● Work required
Copy the data exactly as it appears, and do not include any pictures.

● Records supplied

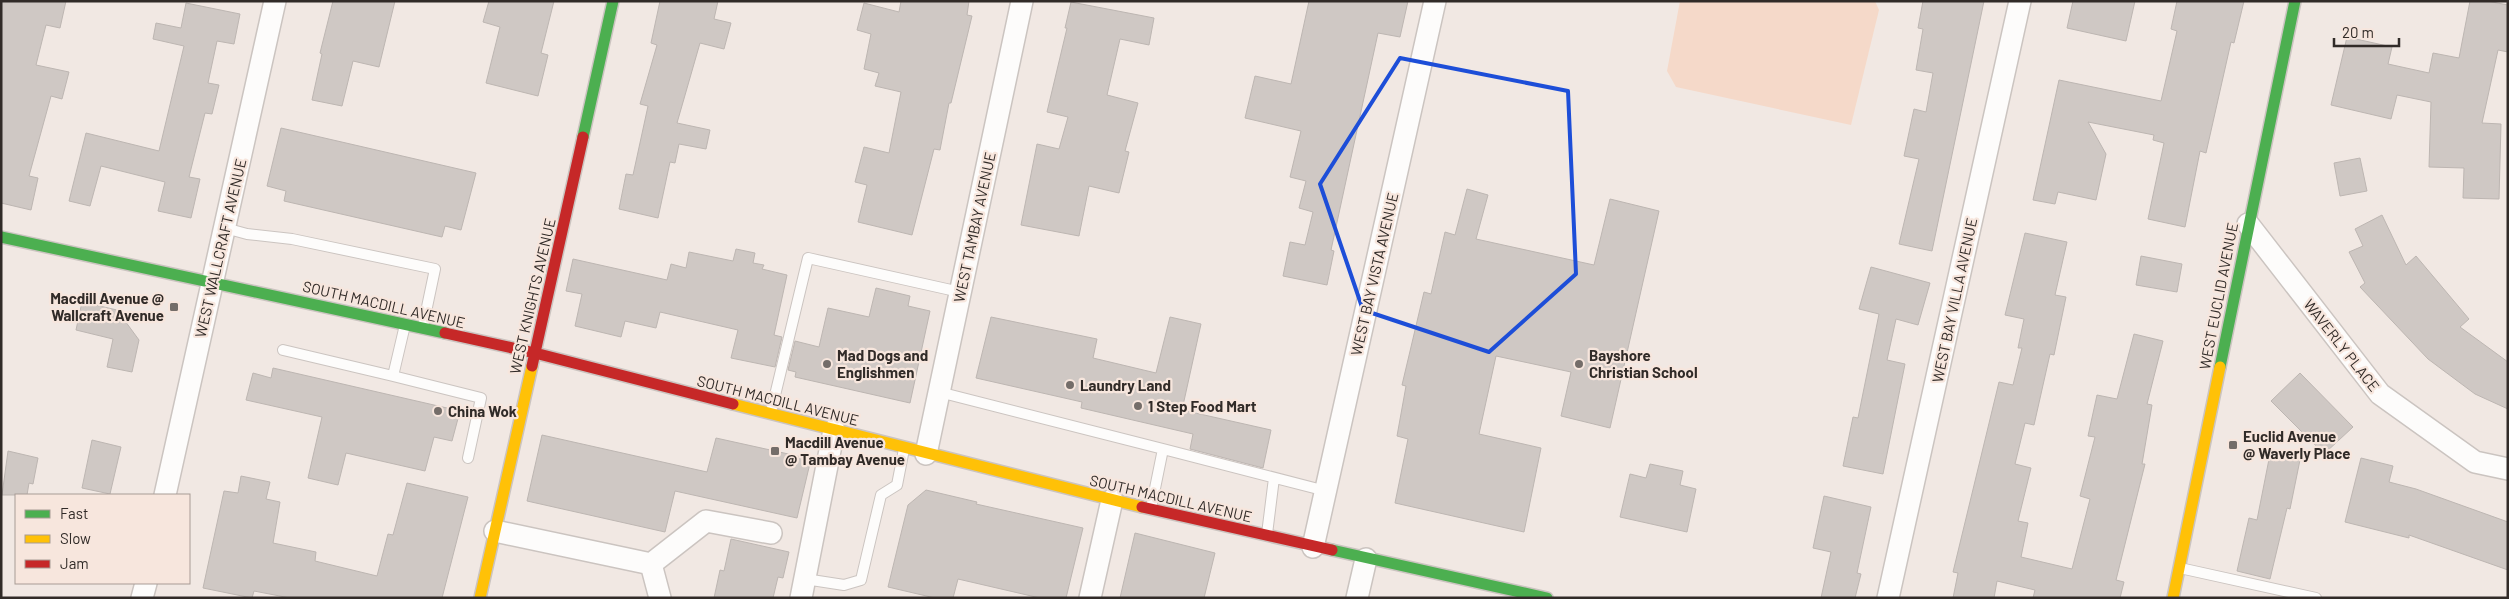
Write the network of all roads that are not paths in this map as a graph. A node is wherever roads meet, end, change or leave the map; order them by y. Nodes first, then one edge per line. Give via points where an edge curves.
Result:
1 (275, 1) edge
2 (613, 1) edge
3 (1022, 1) edge
4 (1435, 1) edge
5 (2020, 1) edge
6 (2295, 1) edge
7 (2248, 224) junction
8 (225, 228) junction
9 (1, 237) edge
10 (213, 281) junction
11 (960, 292) junction
12 (405, 324) junction
13 (422, 328) junction
14 (283, 350) dead end
15 (534, 353) junction
16 (393, 376) junction
17 (939, 392) junction
18 (771, 414) junction
19 (834, 430) junction
20 (904, 448) junction
21 (1163, 449) junction
22 (926, 454) junction
23 (468, 458) dead end
24 (2508, 469) edge
25 (1274, 478) junction
26 (1326, 492) junction
27 (165, 494) edge
28 (1112, 500) junction
29 (1151, 509) junction
30 (495, 531) junction
31 (770, 533) dead end
32 (1267, 536) junction
33 (1313, 547) junction
34 (1366, 559) junction
35 (651, 564) junction
36 (2179, 568) junction
37 (146, 584) edge
38 (803, 588) edge
39 (142, 598) edge
40 (480, 598) edge
41 (660, 598) edge
42 (1090, 598) edge
43 (1357, 598) edge
44 (1547, 598) edge
45 (1888, 598) edge
46 (2173, 598) edge
47 (2316, 598) edge

1 - 8 street, WEST WALLCRAFT AVENUE
2 - 15 street, WEST KNIGHTS AVENUE
3 - 11 street, WEST TAMBAY AVENUE
4 - 26 street, WEST BAY VISTA AVENUE
5 - 45 street, WEST BAY VILLA AVENUE
6 - 7 street, WEST EUCLID AVENUE
7 - 24 street, WAVERLY PLACE via 2380,394 2474,462
7 - 36 street, WEST EUCLID AVENUE
8 - 10 street, WEST WALLCRAFT AVENUE
8 - 13 lane via 434,269
9 - 10 street, SOUTH MACDILL AVENUE
10 - 12 street, SOUTH MACDILL AVENUE
10 - 27 street, WEST WALLCRAFT AVENUE
11 - 17 street, WEST TAMBAY AVENUE
11 - 18 lane via 808,258
12 - 13 street, SOUTH MACDILL AVENUE
12 - 16 lane
13 - 15 street, SOUTH MACDILL AVENUE
14 - 16 lane
15 - 18 street, SOUTH MACDILL AVENUE
15 - 30 street, WEST KNIGHTS AVENUE
16 - 23 lane via 481,398
17 - 21 lane
17 - 22 street, WEST TAMBAY AVENUE
18 - 19 street, SOUTH MACDILL AVENUE
19 - 20 street, SOUTH MACDILL AVENUE
19 - 38 street
20 - 22 street, SOUTH MACDILL AVENUE
20 - 38 lane via 897,485 881,495 861,580 844,585
21 - 25 lane
21 - 29 lane
22 - 28 street, SOUTH MACDILL AVENUE
25 - 26 lane
25 - 32 lane
26 - 33 street, WEST BAY VISTA AVENUE
28 - 29 street, SOUTH MACDILL AVENUE
28 - 42 street
29 - 32 street, SOUTH MACDILL AVENUE
30 - 35 street
30 - 40 street, WEST KNIGHTS AVENUE
31 - 35 street via 706,522
32 - 33 street, SOUTH MACDILL AVENUE
33 - 34 street, SOUTH MACDILL AVENUE
34 - 43 street
34 - 44 street, SOUTH MACDILL AVENUE
35 - 41 street
36 - 46 street, WEST EUCLID AVENUE
36 - 47 lane
37 - 39 street

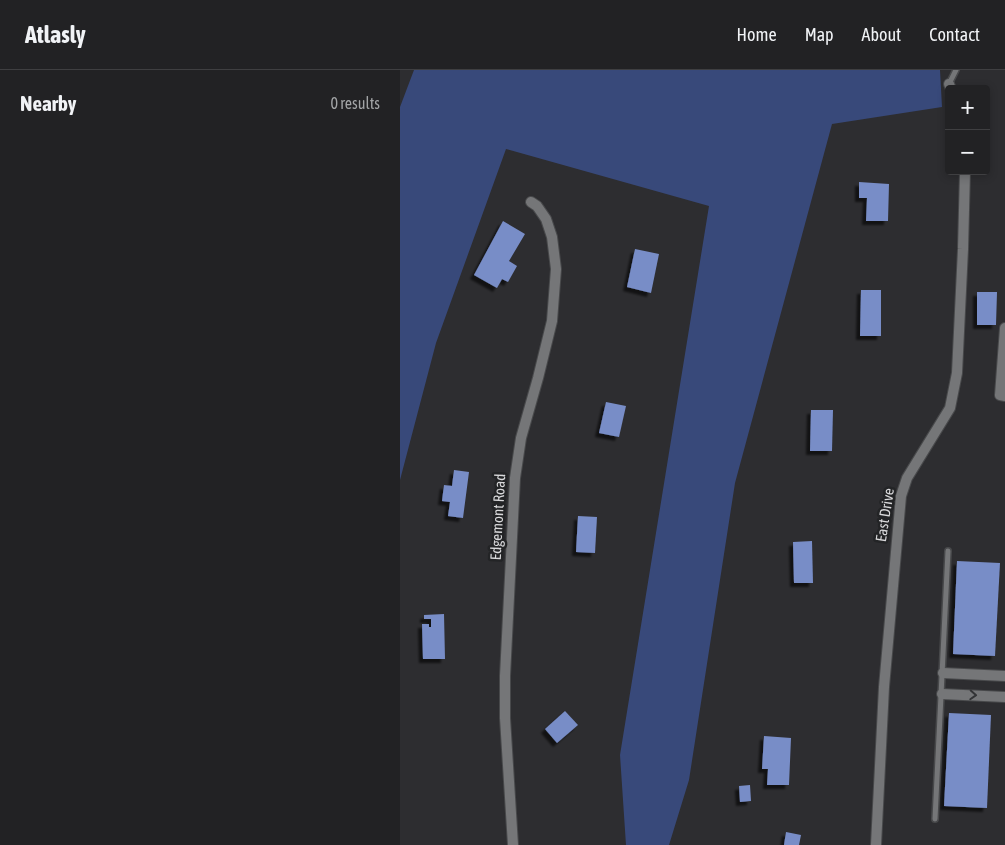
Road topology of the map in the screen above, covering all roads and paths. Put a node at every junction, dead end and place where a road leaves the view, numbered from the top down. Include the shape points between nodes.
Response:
1 (956, 70) edge
2 (951, 85) edge
3 (965, 175) edge
4 (531, 202) dead end
5 (1005, 328) edge
6 (1005, 396) edge
7 (948, 551) dead end
8 (943, 673) junction
9 (1005, 676) edge
10 (942, 694) junction
11 (1005, 697) edge
12 (935, 819) dead end
13 (513, 845) edge
14 (876, 845) edge

1 - 2 lane
3 - 14 street, East Drive via 956,373 950,408 907,478 901,496 884,687
4 - 13 street, Edgemont Road via 546,219 556,269 552,321 521,438 515,478 505,676
5 - 6 street via 1000,395
7 - 8 lane
8 - 9 street
8 - 10 lane
10 -> 11 street
10 - 12 lane

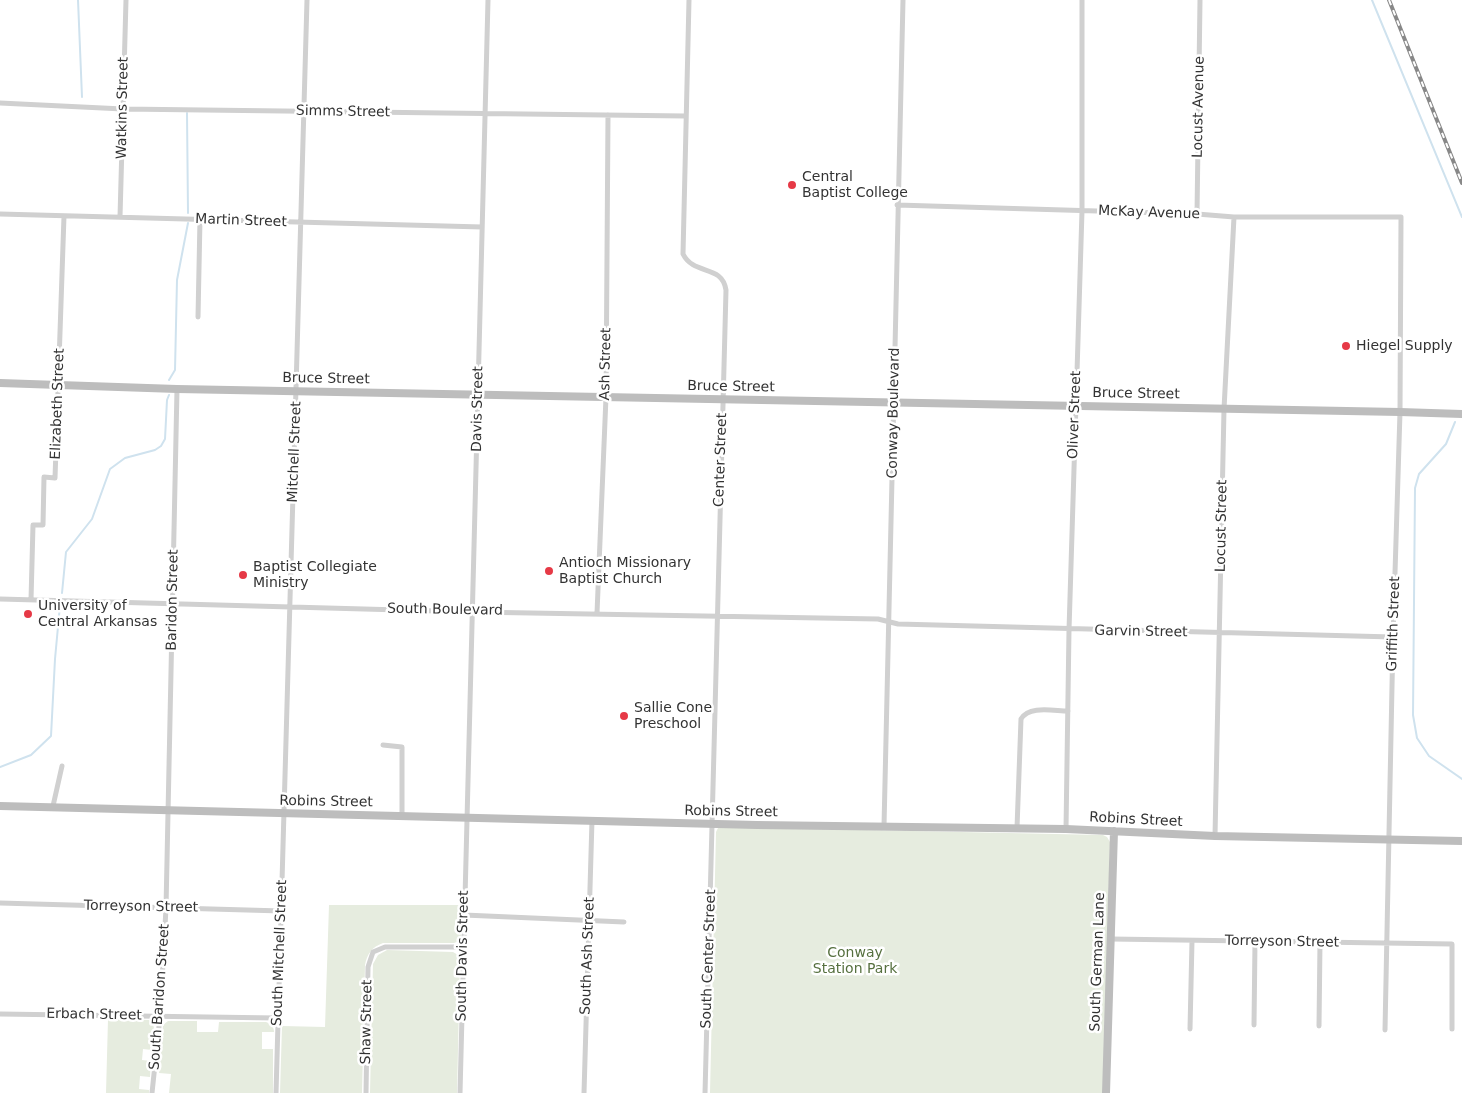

● Finished exercise
Write the network of all roads that are not paths in this map as a graph. A node is wherever roads meet, end, change or leave the map; order them by y. Nodes first, then one edge per line. Give via points where an edge curves.
Result:
1 (275, 1) edge
2 (613, 1) edge
3 (1022, 1) edge
4 (1435, 1) edge
5 (2020, 1) edge
6 (2295, 1) edge
7 (2248, 224) junction
8 (225, 228) junction
9 (1, 237) edge
10 (213, 281) junction
11 (960, 292) junction
12 (405, 324) junction
13 (422, 328) junction
14 (283, 350) dead end
15 (534, 353) junction
16 (393, 376) junction
17 (939, 392) junction
18 (771, 414) junction
19 (834, 430) junction
20 (904, 448) junction
21 (1163, 449) junction
22 (926, 454) junction
23 (468, 458) dead end
24 (2508, 469) edge
25 (1274, 478) junction
26 (1326, 492) junction
27 (165, 494) edge
28 (1112, 500) junction
29 (1151, 509) junction
30 (495, 531) junction
31 (770, 533) dead end
32 (1267, 536) junction
33 (1313, 547) junction
34 (1366, 559) junction
35 (651, 564) junction
36 (2179, 568) junction
37 (146, 584) edge
38 (803, 588) edge
39 (142, 598) edge
40 (480, 598) edge
41 (660, 598) edge
42 (1090, 598) edge
43 (1357, 598) edge
44 (1547, 598) edge
45 (1888, 598) edge
46 (2173, 598) edge
47 (2316, 598) edge

1 - 8 street, WEST WALLCRAFT AVENUE
2 - 15 street, WEST KNIGHTS AVENUE
3 - 11 street, WEST TAMBAY AVENUE
4 - 26 street, WEST BAY VISTA AVENUE
5 - 45 street, WEST BAY VILLA AVENUE
6 - 7 street, WEST EUCLID AVENUE
7 - 24 street, WAVERLY PLACE via 2380,394 2474,462
7 - 36 street, WEST EUCLID AVENUE
8 - 10 street, WEST WALLCRAFT AVENUE
8 - 13 lane via 434,269
9 - 10 street, SOUTH MACDILL AVENUE
10 - 12 street, SOUTH MACDILL AVENUE
10 - 27 street, WEST WALLCRAFT AVENUE
11 - 17 street, WEST TAMBAY AVENUE
11 - 18 lane via 808,258
12 - 13 street, SOUTH MACDILL AVENUE
12 - 16 lane
13 - 15 street, SOUTH MACDILL AVENUE
14 - 16 lane
15 - 18 street, SOUTH MACDILL AVENUE
15 - 30 street, WEST KNIGHTS AVENUE
16 - 23 lane via 481,398
17 - 21 lane
17 - 22 street, WEST TAMBAY AVENUE
18 - 19 street, SOUTH MACDILL AVENUE
19 - 20 street, SOUTH MACDILL AVENUE
19 - 38 street
20 - 22 street, SOUTH MACDILL AVENUE
20 - 38 lane via 897,485 881,495 861,580 844,585
21 - 25 lane
21 - 29 lane
22 - 28 street, SOUTH MACDILL AVENUE
25 - 26 lane
25 - 32 lane
26 - 33 street, WEST BAY VISTA AVENUE
28 - 29 street, SOUTH MACDILL AVENUE
28 - 42 street
29 - 32 street, SOUTH MACDILL AVENUE
30 - 35 street
30 - 40 street, WEST KNIGHTS AVENUE
31 - 35 street via 706,522
32 - 33 street, SOUTH MACDILL AVENUE
33 - 34 street, SOUTH MACDILL AVENUE
34 - 43 street
34 - 44 street, SOUTH MACDILL AVENUE
35 - 41 street
36 - 46 street, WEST EUCLID AVENUE
36 - 47 lane
37 - 39 street

Road topology of the map in the screen above, covering all roads and paths. Put a node at every junction, dead end and place where a road leaves the view, numbered from the top down. Include the shape points between nodes.
Response:
1 (956, 70) edge
2 (951, 85) edge
3 (965, 175) edge
4 (531, 202) dead end
5 (1005, 328) edge
6 (1005, 396) edge
7 (948, 551) dead end
8 (943, 673) junction
9 (1005, 676) edge
10 (942, 694) junction
11 (1005, 697) edge
12 (935, 819) dead end
13 (513, 845) edge
14 (876, 845) edge

1 - 2 lane
3 - 14 street, East Drive via 956,373 950,408 907,478 901,496 884,687
4 - 13 street, Edgemont Road via 546,219 556,269 552,321 521,438 515,478 505,676
5 - 6 street via 1000,395
7 - 8 lane
8 - 9 street
8 - 10 lane
10 -> 11 street
10 - 12 lane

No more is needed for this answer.